Here is one of the best pieces of advice for spiritual practice (i.e., life) that I’ve ever heard, coming from my dear Dharma sister Ven. Chonyi
Enjoy what you’re doing.
This sounds simple enough, but looking around me – and inside myself – I discover that it doesn’t just happen naturally.
Going wee-wee was not something to which I paid much mind. Sure, it’s a relief, and I have a vivid memory of one car ride where it was a huge relief. But now that I work as a caregiver for an elderly gentleman, going wee-wee isn’t any longer only to relieve myself.
A few days ago, I noticed that as I got up during the night to assist my friend in going wee-wee, I started to feel very frustrated. “Can’t you just let it all out at once!? Just go in your bed and we’ll clean it up later – I’m sleeping!”
Luckily, before I destroyed all my virtue, the recollection of Ven. Chonyi’s words resounded through my mind: Enjoy what you’re doing. Now I have this slogan, as much koan as mantra, to keep my mind happy. Enjoy what I’m doing.
Though it doesn’t happen automatically, it doesn’t take that much effort, either. By merely having that thought, I notice that I begin to let go of my tightness. I begin to let go of my ego. After all, doesn’t unhappiness tend to show up accompanied by self-preoccupation?
If I really want to be joyful, I have to stop considering that the most supremely important thing in the universe is what I want, what I need, what I think is the right way. Get out of my way if you dare think otherwise!
Then, I can simply be aware of the current state of my mind. Not worrying about loss or gain, not fearing that I won’t get enough sleep, I can keep my loving attention on my elder in need.

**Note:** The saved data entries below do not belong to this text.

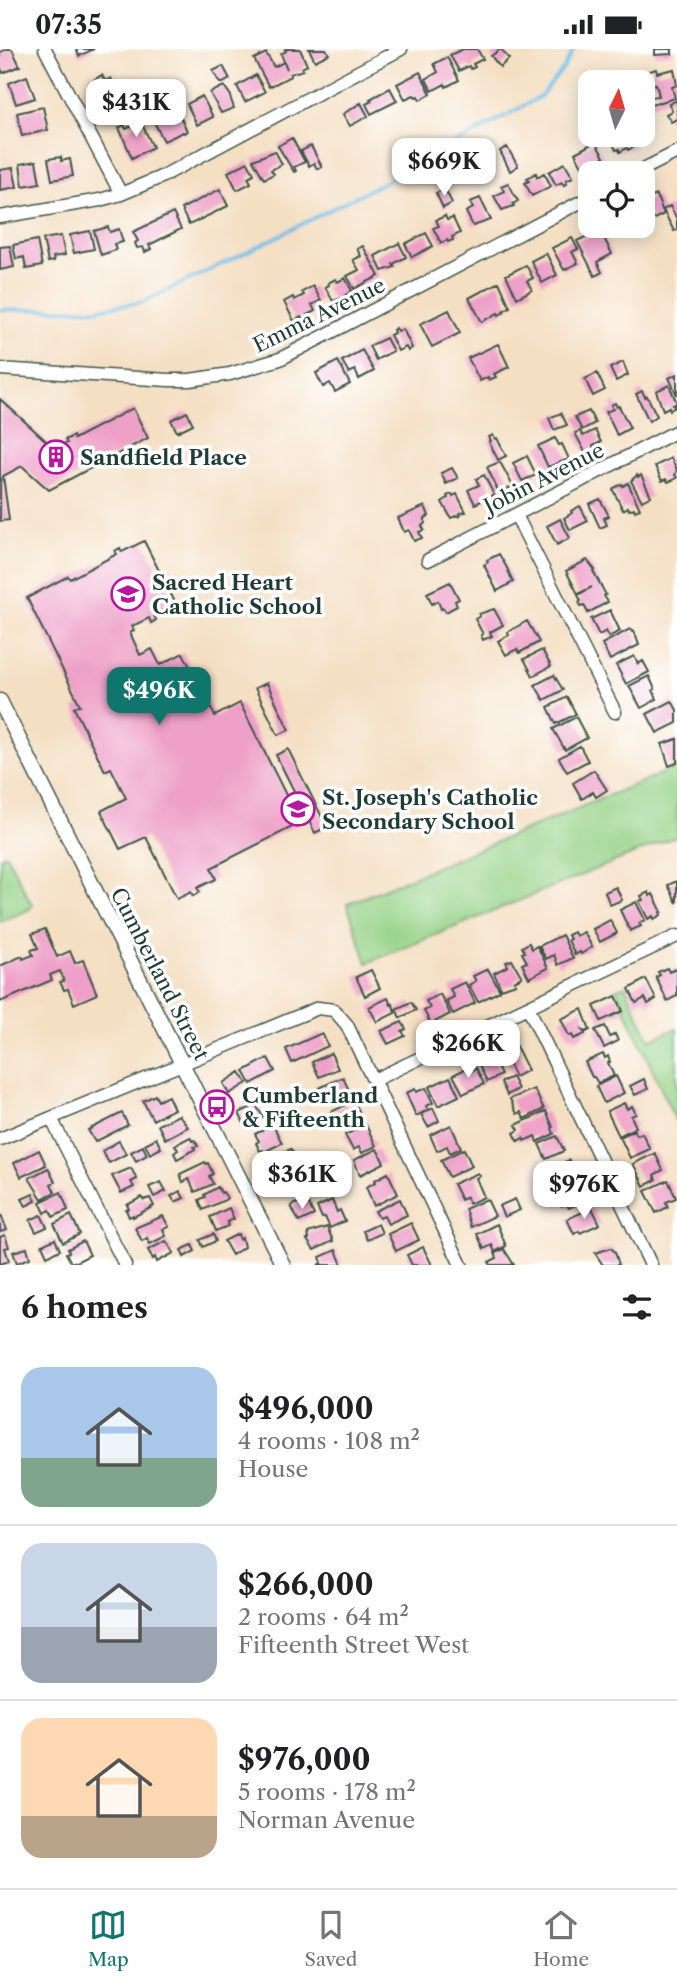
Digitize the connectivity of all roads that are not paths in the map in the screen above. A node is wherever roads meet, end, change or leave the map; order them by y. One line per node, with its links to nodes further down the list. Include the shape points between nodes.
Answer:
1 (45, 49): 5 (street)
2 (401, 49): 5 (street)
3 (677, 152): 4 (street)
4 (655, 163)
5 (121, 194): 7 (street)
6 (578, 203): 8 (street, Emma Avenue, via 287,355 247,370 168,380)
7 (0, 217)
8 (0, 369)
9 (677, 431): 10 (street, Jobin Avenue)
10 (516, 515): 11 (street, Jobin Avenue); 13 (street)
11 (428, 560)
12 (0, 701): 16 (street, Cumberland Street)
13 (615, 712)
14 (677, 936): 15 (street)
15 (528, 1007): 17 (street); 23 (street)
16 (182, 1063): 17 (street, via 328,1009 347,1025); 18 (street); 21 (street, Cumberland Street)
17 (374, 1080): 22 (street)
18 (51, 1118): 19 (street); 20 (street)
19 (0, 1139)
20 (125, 1265)
21 (283, 1265)
22 (461, 1265)
23 (651, 1265)

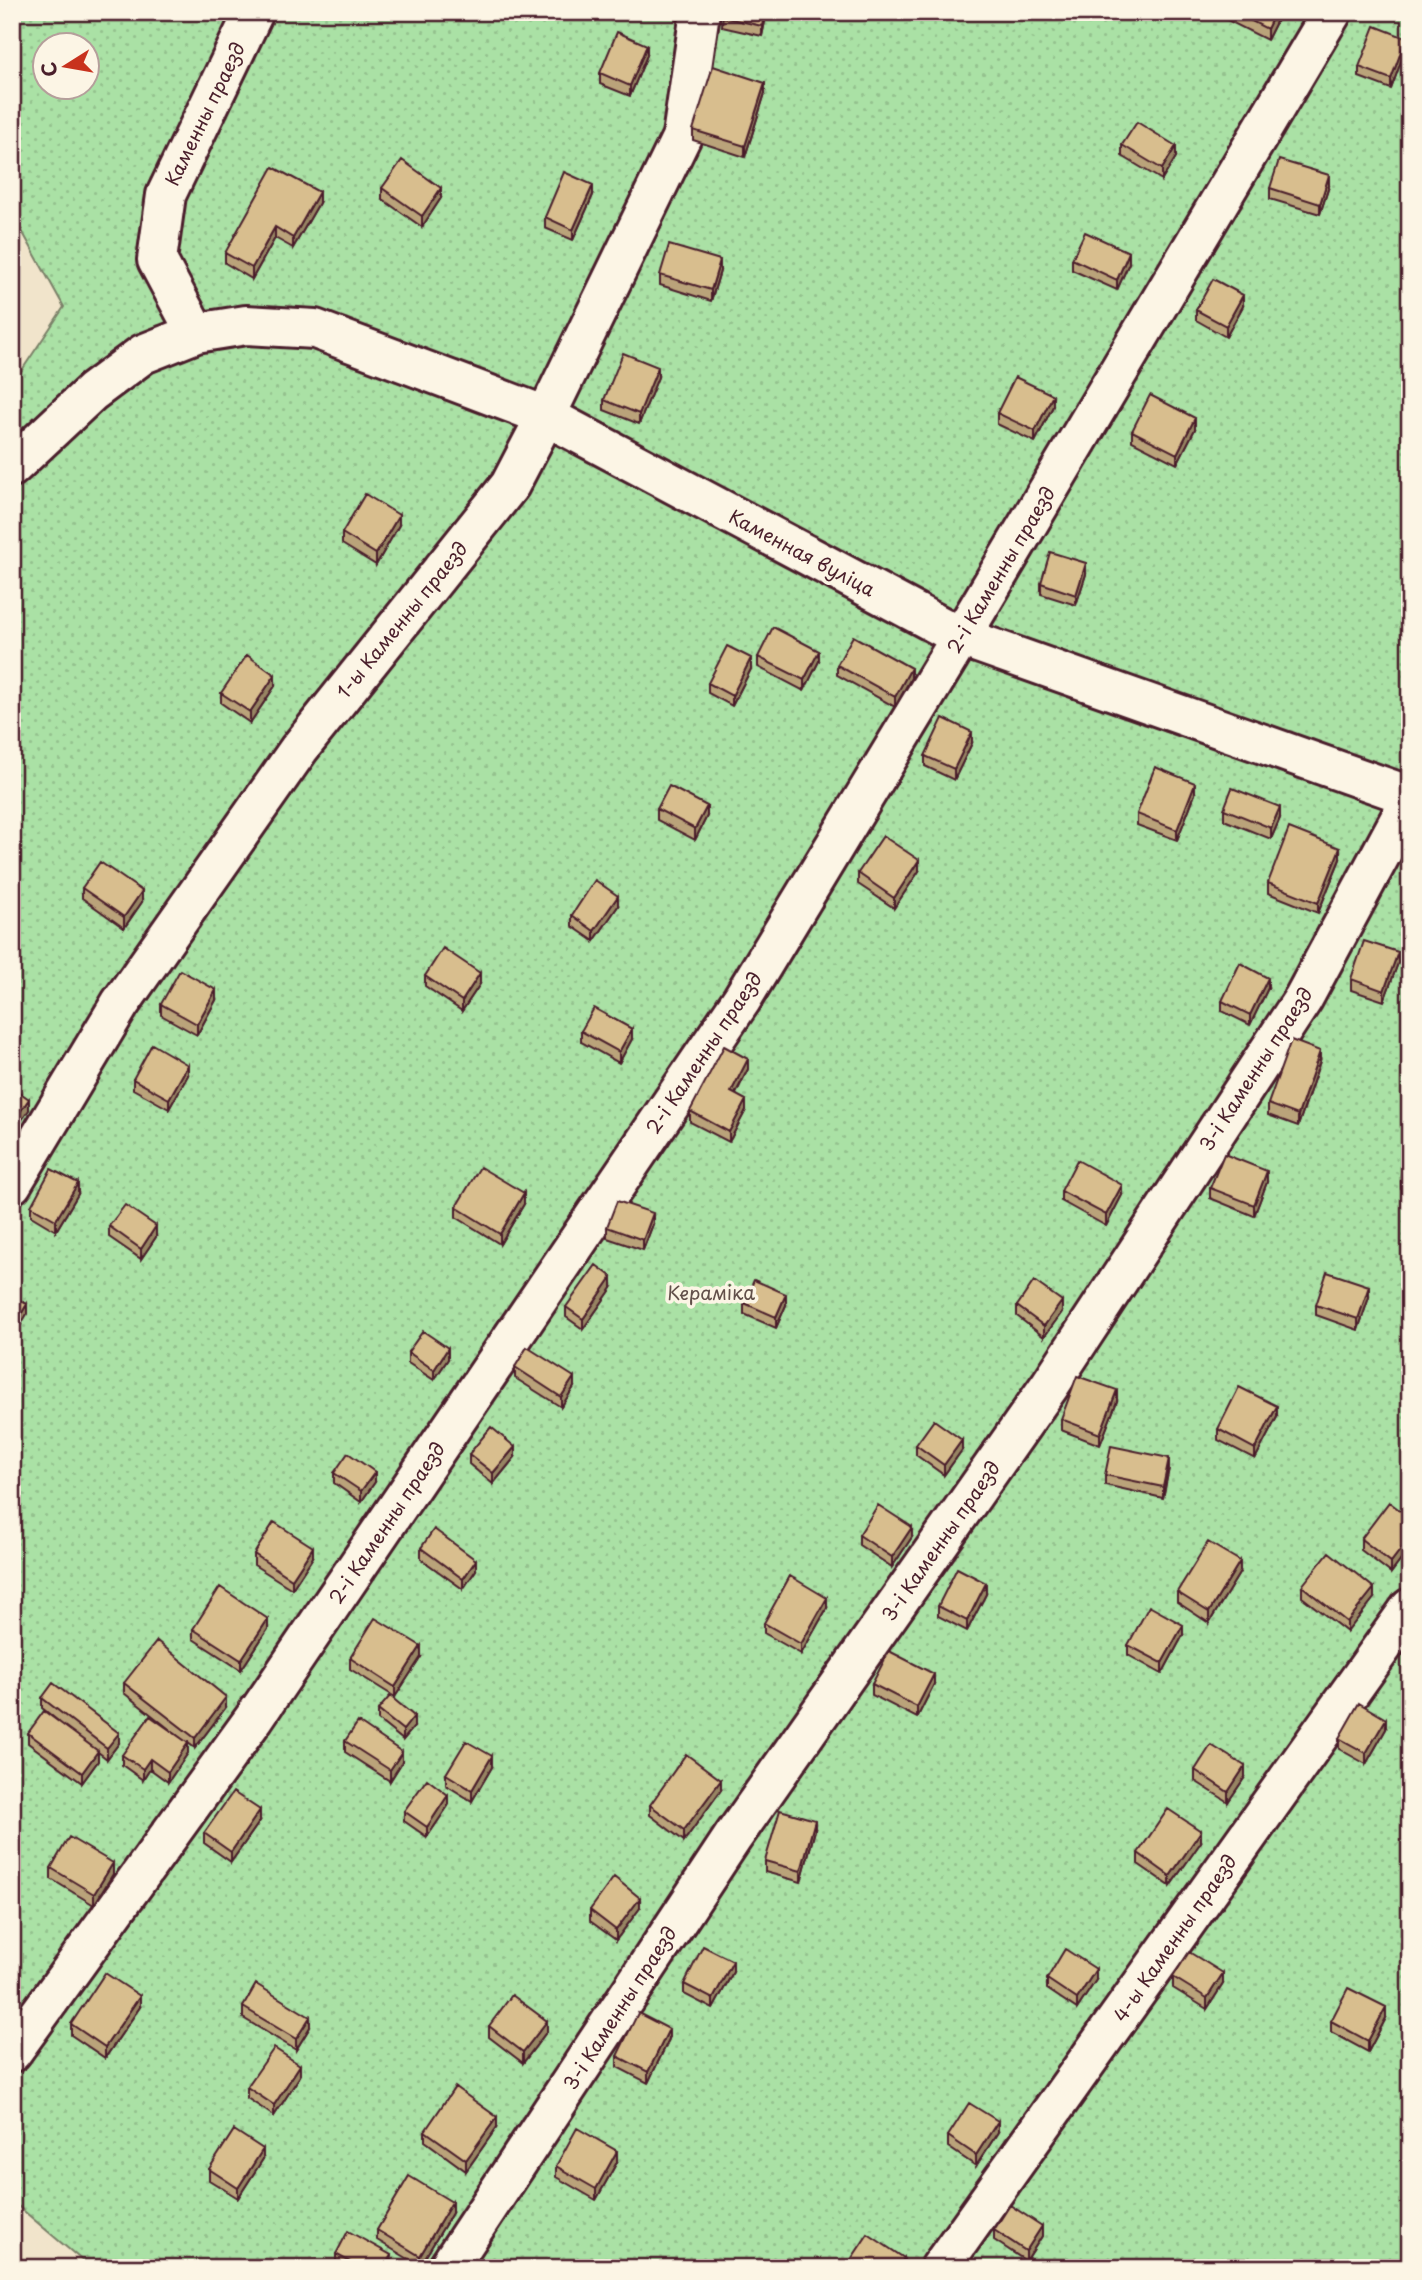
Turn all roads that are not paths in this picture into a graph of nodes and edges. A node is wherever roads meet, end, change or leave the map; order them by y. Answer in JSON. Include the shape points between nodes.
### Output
{"nodes":[{"id":1,"x":254,"y":12,"type":"edge"},
{"id":2,"x":700,"y":12,"type":"edge"},
{"id":3,"x":1332,"y":12,"type":"edge"},
{"id":4,"x":197,"y":333,"type":"junction"},
{"id":5,"x":546,"y":416,"type":"junction"},
{"id":6,"x":12,"y":467,"type":"edge"},
{"id":7,"x":961,"y":637,"type":"junction"},
{"id":8,"x":1410,"y":798,"type":"edge"},
{"id":9,"x":12,"y":1184,"type":"edge"},
{"id":10,"x":1410,"y":1608,"type":"edge"},
{"id":11,"x":12,"y":2053,"type":"edge"},
{"id":12,"x":448,"y":2268,"type":"edge"},
{"id":13,"x":940,"y":2268,"type":"edge"}],
"edges":[{"from":1,"to":4,"type":"street","name":"Каменны праезд","via":[[166,195],[157,260]]},
{"from":2,"to":5,"type":"street","name":"1-ы Каменны праезд","via":[[682,136]]},
{"from":3,"to":7,"type":"street","name":"2-і Каменны праезд"},
{"from":4,"to":5,"type":"street","name":"Каменная вуліца","via":[[246,326],[315,329]]},
{"from":4,"to":6,"type":"street","name":"Каменная вуліца","via":[[144,354],[92,392]]},
{"from":5,"to":7,"type":"street","name":"Каменная вуліца"},
{"from":5,"to":9,"type":"street","name":"1-ы Каменны праезд","via":[[510,485],[299,748],[120,1004]]},
{"from":7,"to":8,"type":"street","name":"Каменная вуліца"},
{"from":7,"to":11,"type":"street","name":"2-і Каменны праезд","via":[[742,999],[255,1717]]},
{"from":8,"to":12,"type":"street","name":"3-і Каменны праезд","via":[[1303,999],[1050,1385],[733,1837]]},
{"from":10,"to":13,"type":"street","name":"4-ы Каменны праезд"}]}
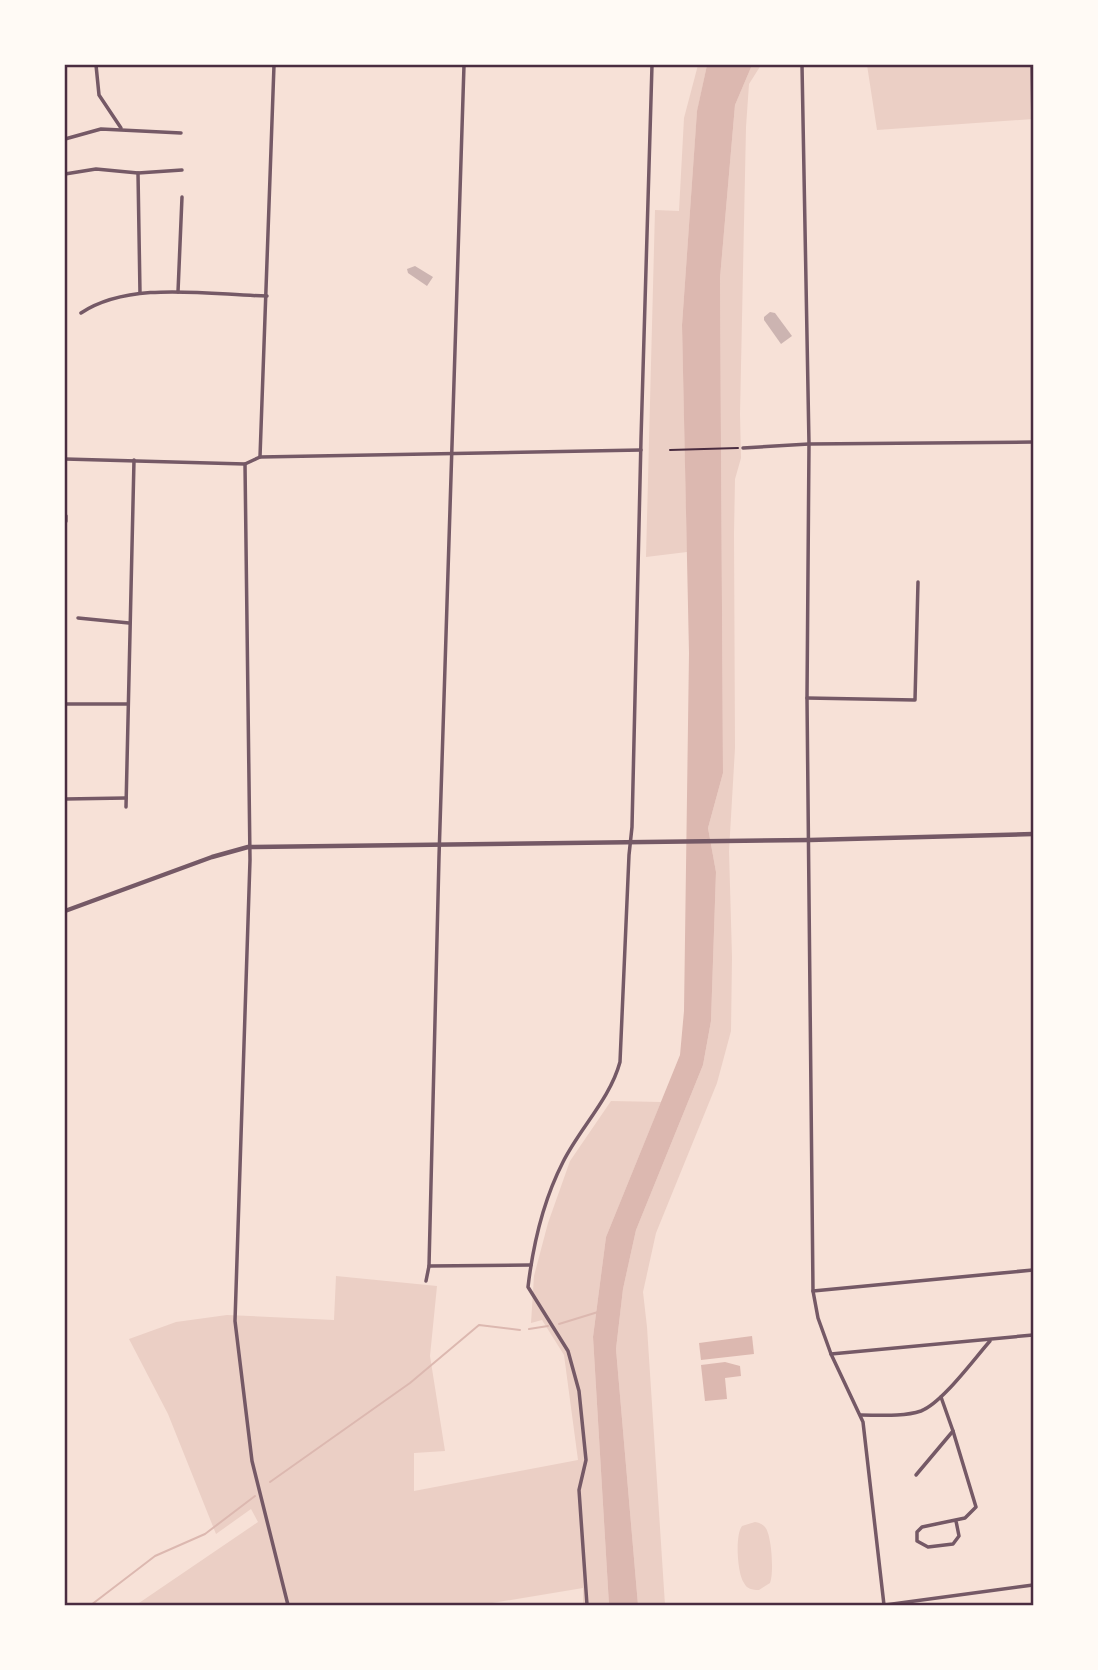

Today, I’ll extend this attitude toward whatever activities I engage in. After all, why bother being miserable? Geshe Chekawa’s 7-Point Thought Transformation states, “Always maintain only a joyful mind.”
If this is impossible, then I hereby renounce my status as a human being. But it is totally possible! Of course, it necessitates that what I’m doing is not harmful to others. Indeed, for worldly or spiritual happiness I must overcome my destructive tendencies.
But once hurtful intentions are out of the way, the sheer thought to have a joyful mind beckons conscientiousness, which continuously takes delight in refraining from harm and in doing constructive, helpful actions. A joyous enthusiasm arises that spurs me on to continue cultivating deeper loving-kindness, compassion, and so much joy that it will flow out of my ears and spill into others!
This is why this life is magnificent – it has such great potential. Today, I’ll strive to not harm others. I’ll try to benefit others. Whatever that ends up looking like, I’ll enjoy what I’m doing.